Skip Lists: Simplicity Meets Efficiency

Introduction

Most data structures require trade-offs. Arrays offer fast access but slow insertions. Linked lists make insertions easy but searching is slow. Binary search trees provide balanced performance, but implementing them correctly is notoriously tricky.

Enter skip lists—a data structure that achieves the best of multiple worlds. With expected O(log n) time complexity for search, insert, and delete operations, skip lists rival balanced trees while being significantly simpler to implement. Their elegance and efficiency have made them favorites in practice, with Redis using them for ordered sets.

This article explores skip lists, explaining how they work, why they’re efficient, and when you might choose them over alternatives.

The Problem with Linked Lists

Imagine you’re searching for an item in a sorted linked list. Even though the data is sorted, you have no choice but to scan from the beginning, checking each node until you find your target. This gives O(n) search time—slow for large lists.

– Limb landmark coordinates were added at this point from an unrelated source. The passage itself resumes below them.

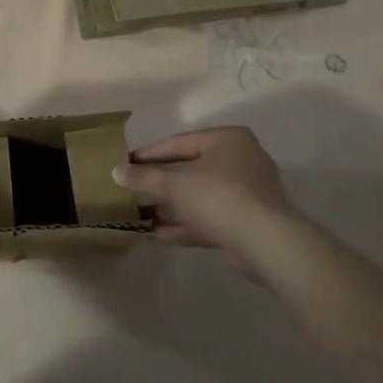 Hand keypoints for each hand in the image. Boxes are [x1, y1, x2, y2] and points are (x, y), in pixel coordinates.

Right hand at [113, 127, 302, 265]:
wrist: (265, 241)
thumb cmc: (218, 195)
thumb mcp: (174, 182)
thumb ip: (144, 176)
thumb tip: (116, 171)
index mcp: (227, 140)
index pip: (179, 142)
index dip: (149, 154)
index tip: (125, 164)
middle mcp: (240, 161)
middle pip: (189, 170)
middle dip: (159, 184)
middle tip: (130, 191)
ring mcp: (246, 195)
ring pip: (199, 197)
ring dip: (170, 207)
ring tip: (139, 215)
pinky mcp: (246, 224)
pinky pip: (209, 219)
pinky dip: (185, 225)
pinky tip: (156, 235) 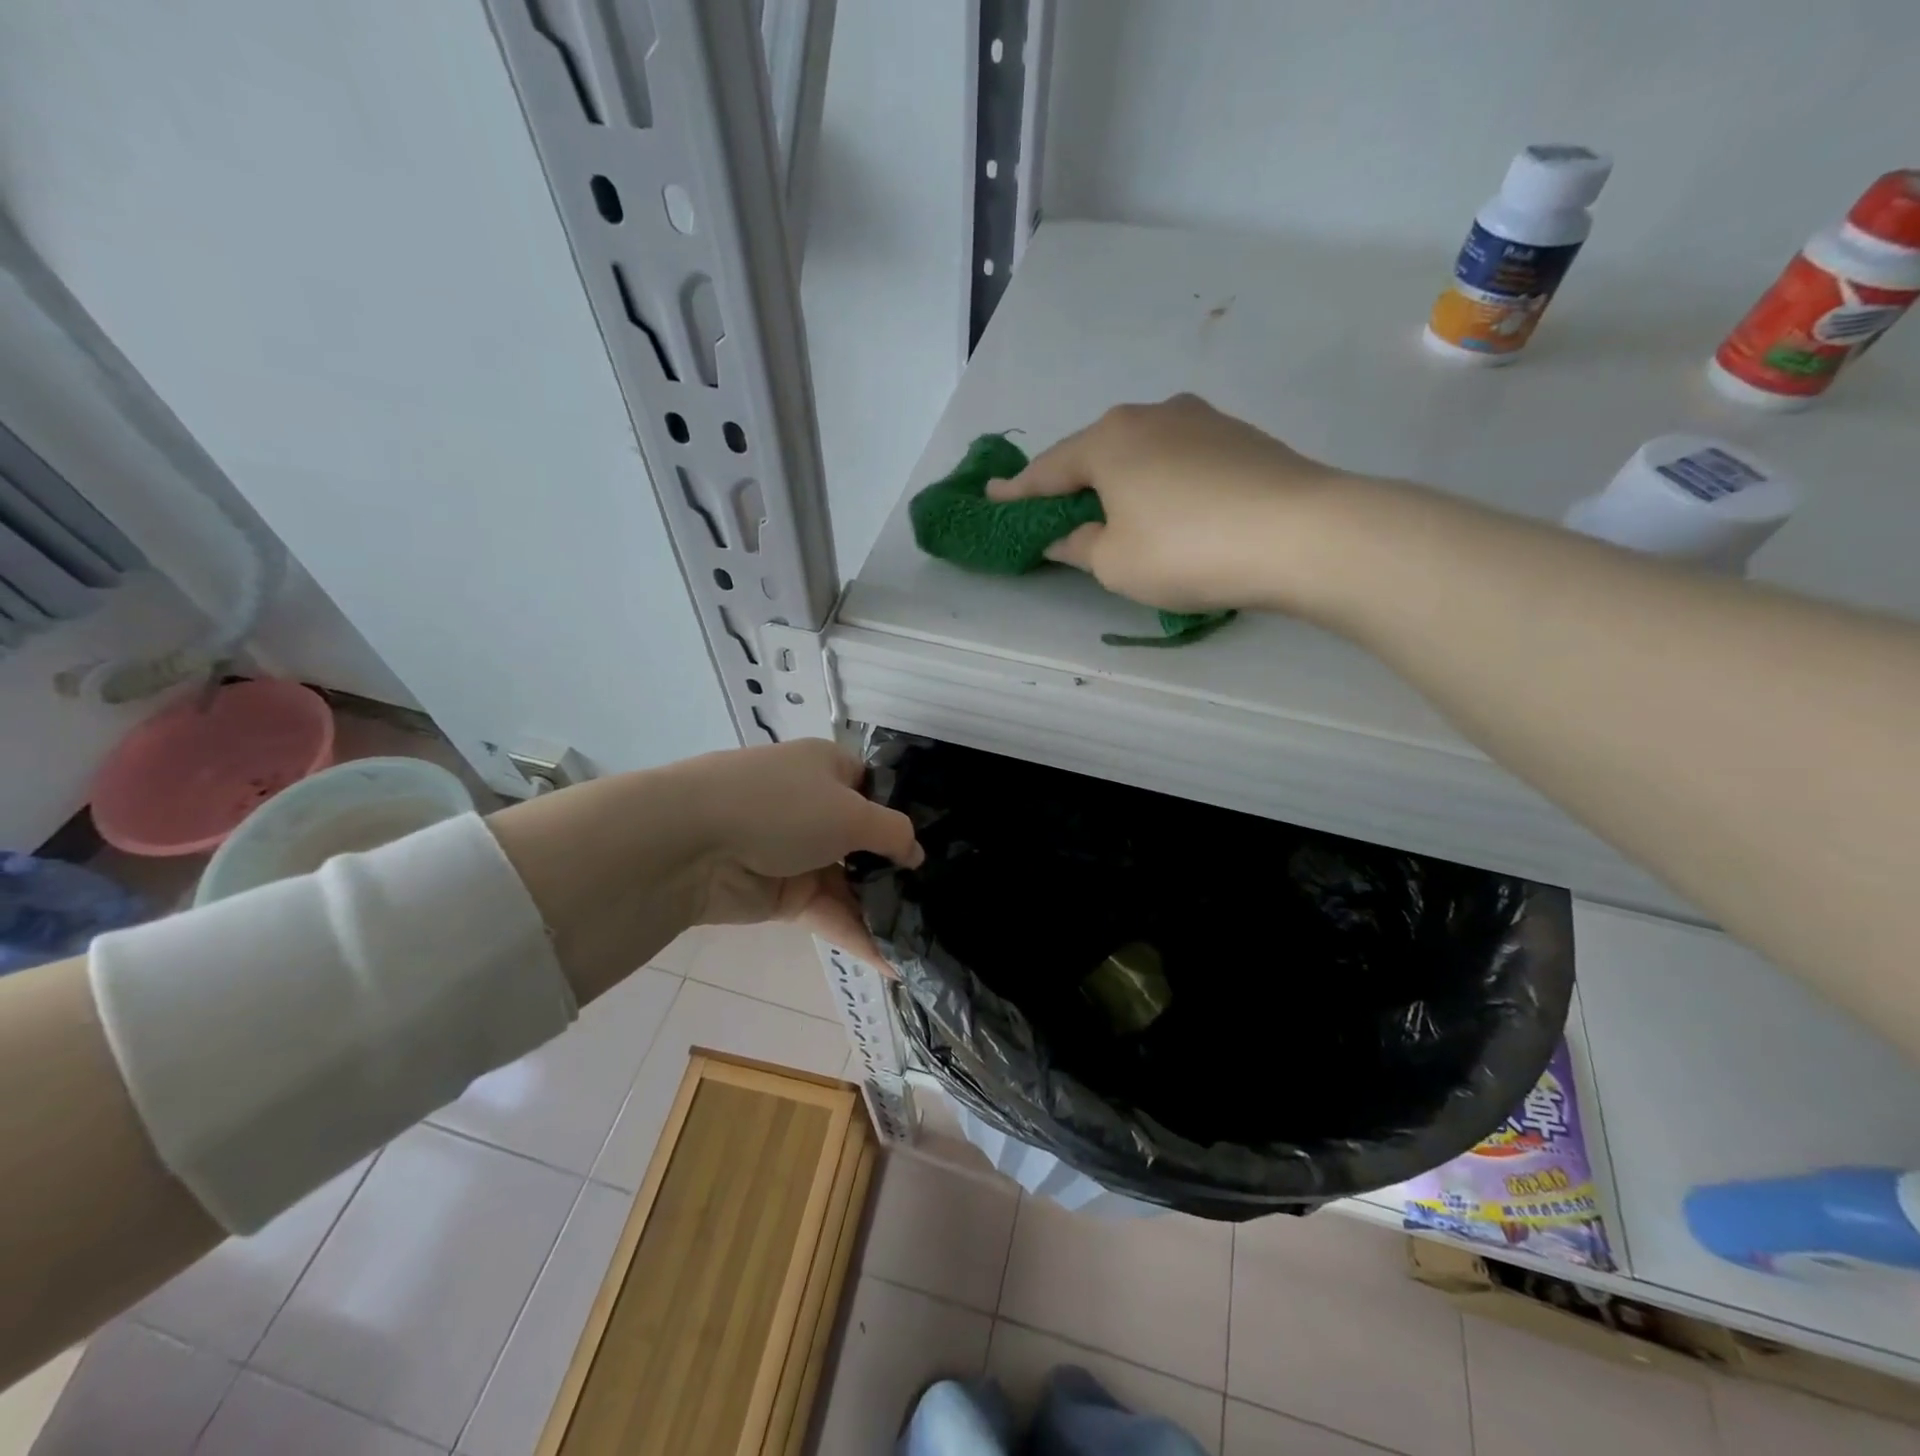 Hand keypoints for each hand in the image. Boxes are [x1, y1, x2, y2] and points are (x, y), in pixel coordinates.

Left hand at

What if you could create “express lanes” that let you skip over large portions of the list? That’s exactly what skip lists do.

How Skip Lists Work

A skip list is a layered linked list where:

The bottom layer contains all elements in sorted order
Each higher layer acts as an “express lane,” containing a subset of elements from below
Elements in higher layers are chosen randomly (typically with 50% probability)
Searching starts from the highest layer and descends progressively

Think of it like a highway system. To travel from city A to city Z, you could take the local road through every town, or you could take highways that bypass many towns. Skip lists create multiple “highways” through the data.

Searching in a Skip List

Searching for a target value follows these steps:

Start at the highest level of the list
Move forward as long as the next node’s value is less than the target
When you can’t move forward, descend one level
Repeat until you reach the bottom level
Check if the current node matches the target

This process lets you skip vast portions of the data. At each level, you’re essentially making a binary search among the elements at that level. With roughly log₂(n) levels and O(1) movement per level, search takes O(log n) expected time.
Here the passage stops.